While Wall announced his troupe for The Olympic Theatre, the New York gossip press fulfilled its part: 'her rare beauty makes her very conspicuous' etc etc. They didn't open at the Olympic. They didn't open 'on Broadway'. They opened indifferently at the Boston Continental. But they trudged on to New York's Waverley Theatre. Indifferently. Elsie had laryngitis. She was 'off'. And 'off'. They fled to Philadelphia. They flopped. Elise's blonde hair and 14 1/2 inch calves (padded?) weren't pulling them in. They fled to California, downmarketing as they went ('her costume consisted of three inches of white silk tightly girt' , 'the most outré kind of burleque'), but persisting with their three-wheeled burlesque in which the title-role had devolved on to Wall. They tried a report that Elise has whipped a newspaper editor ... then they set out for New Orleans, Cincinnati, Albany ... and threw in the sponge.

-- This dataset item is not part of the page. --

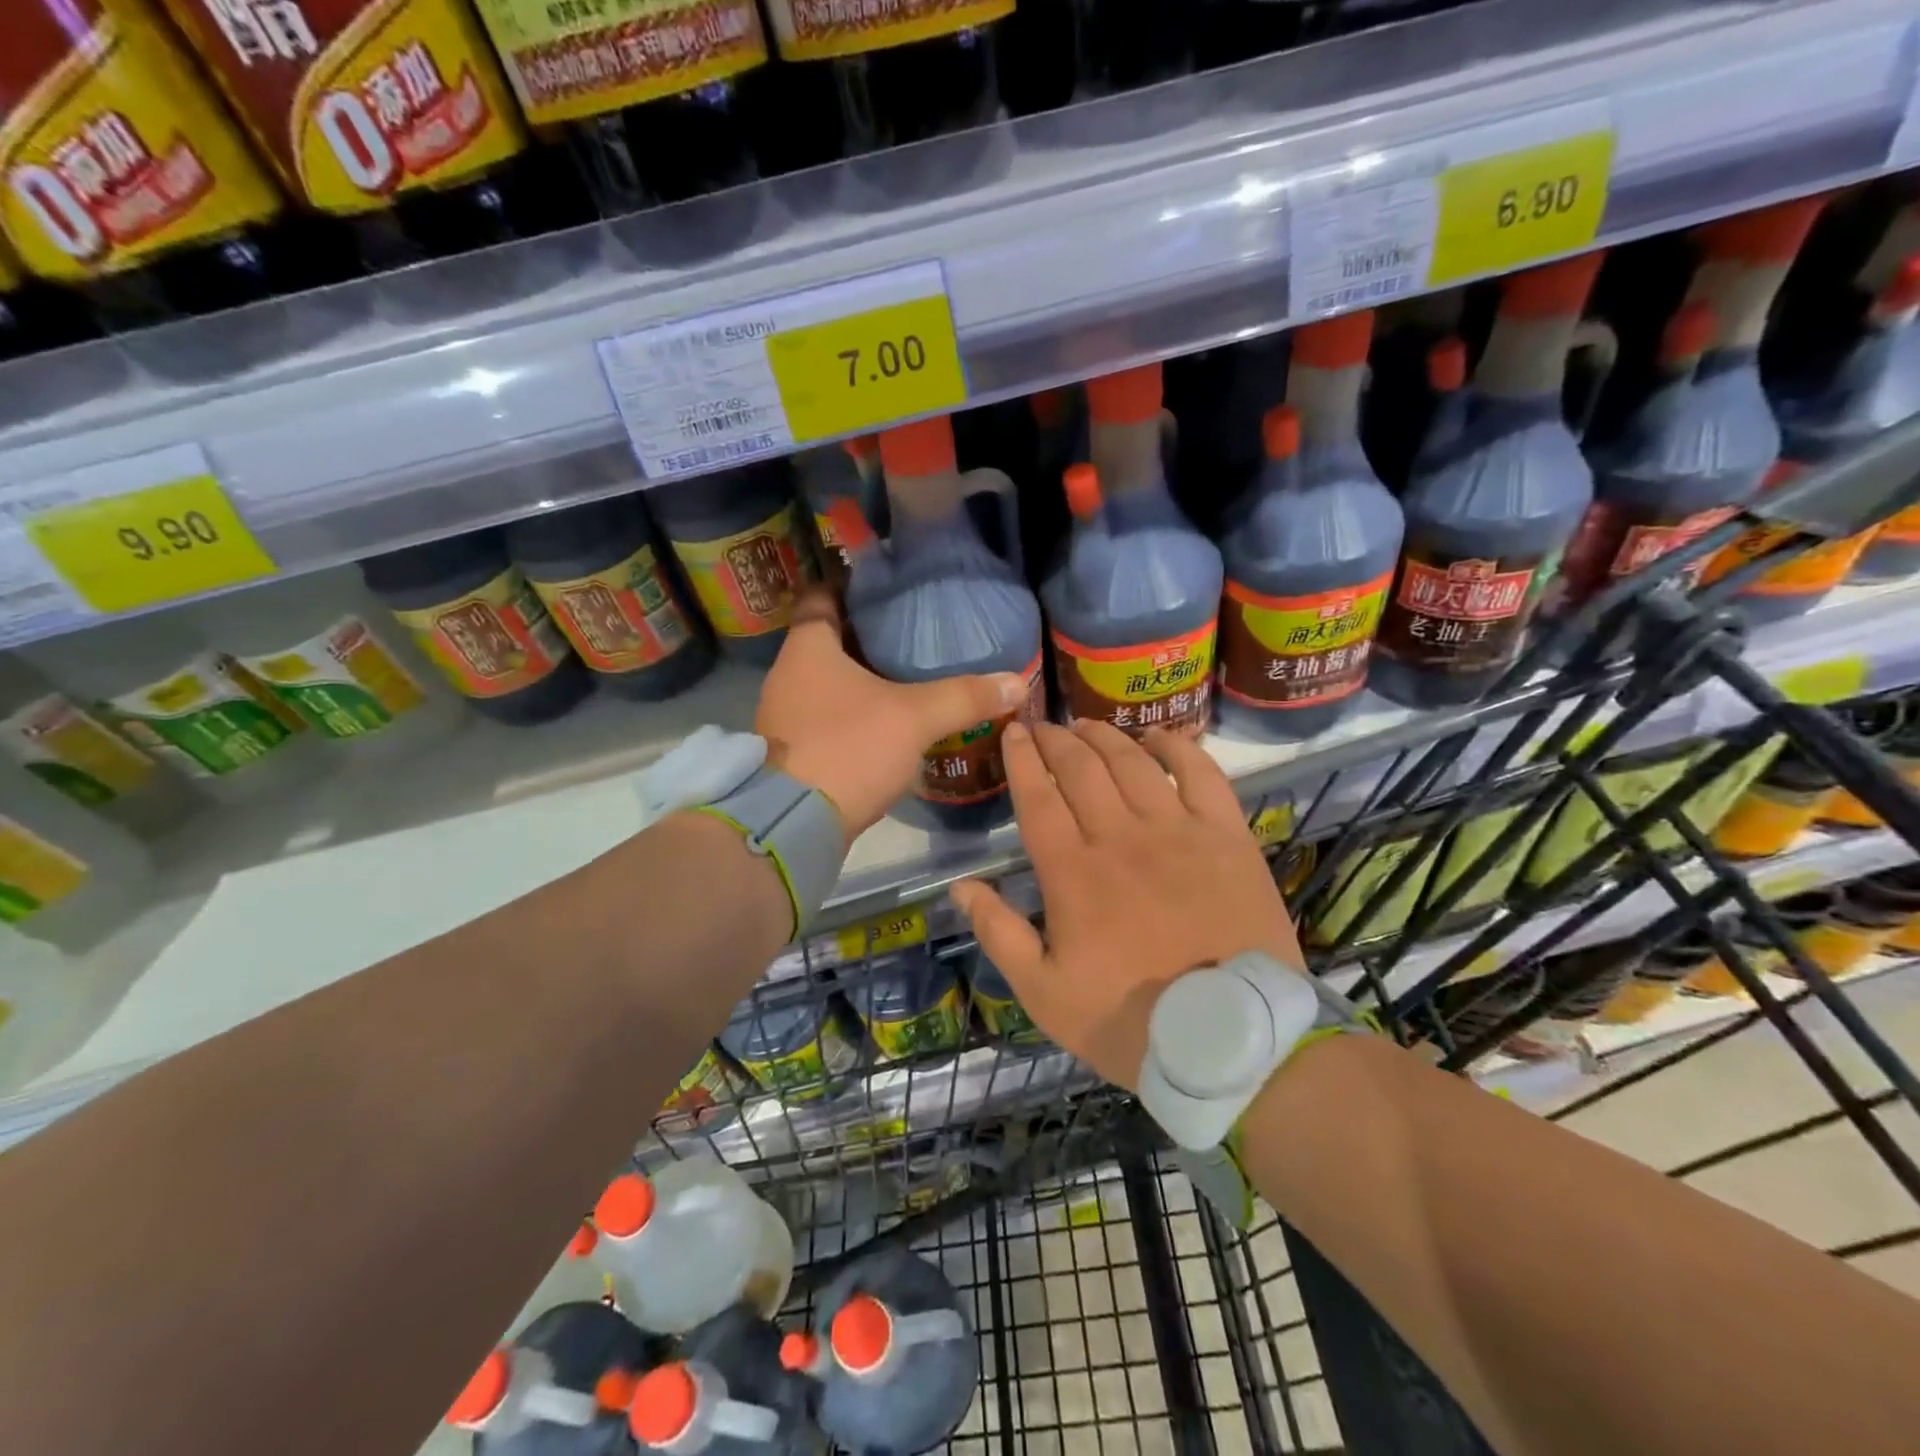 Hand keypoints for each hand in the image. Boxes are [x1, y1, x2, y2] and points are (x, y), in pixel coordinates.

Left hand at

Mr and Mrs Wall (as they allegedly now were) headed for London, and the Strand Theatre, where the Swanboroughs welcomed Elise back at £15 per week (and an extra 5 for the husband). Now she was Darnley in The Field of the Cloth of Gold ... But times had changed, and Elise had undoubtedly coarsened in her delivery since the old days. The theatre closed and Wall sued for wages. He won, but the doors of the Strand would be closed henceforth to them.
Elise played in The Mistletoe Bough at the Adelphi at Christmas 1870, at Bath for panto 1871 (Valentine in Valentine and Orson), took over for Mrs John Wood at the Adelphi briefly, and fulfilled an engagement at the Alhambra playing in Clodhopper's Fortune with Harry Paulton. Christmas 1872 was Birmingham (Dick Tucker in Twinkle Twinkle). I think she may have, by now, been too broad even for Bimingham.
It hadn't worked, ths return to sources. They packed up, and, in September 1873, headed back to New York for an engagement at Wood's Museum (which was thoroughly not what it had been in the days of Lydia and Ixion) ... It was worse than before. They were reduced to minor houses ... In January 1874, they were playing New Orleans when Elise got ill.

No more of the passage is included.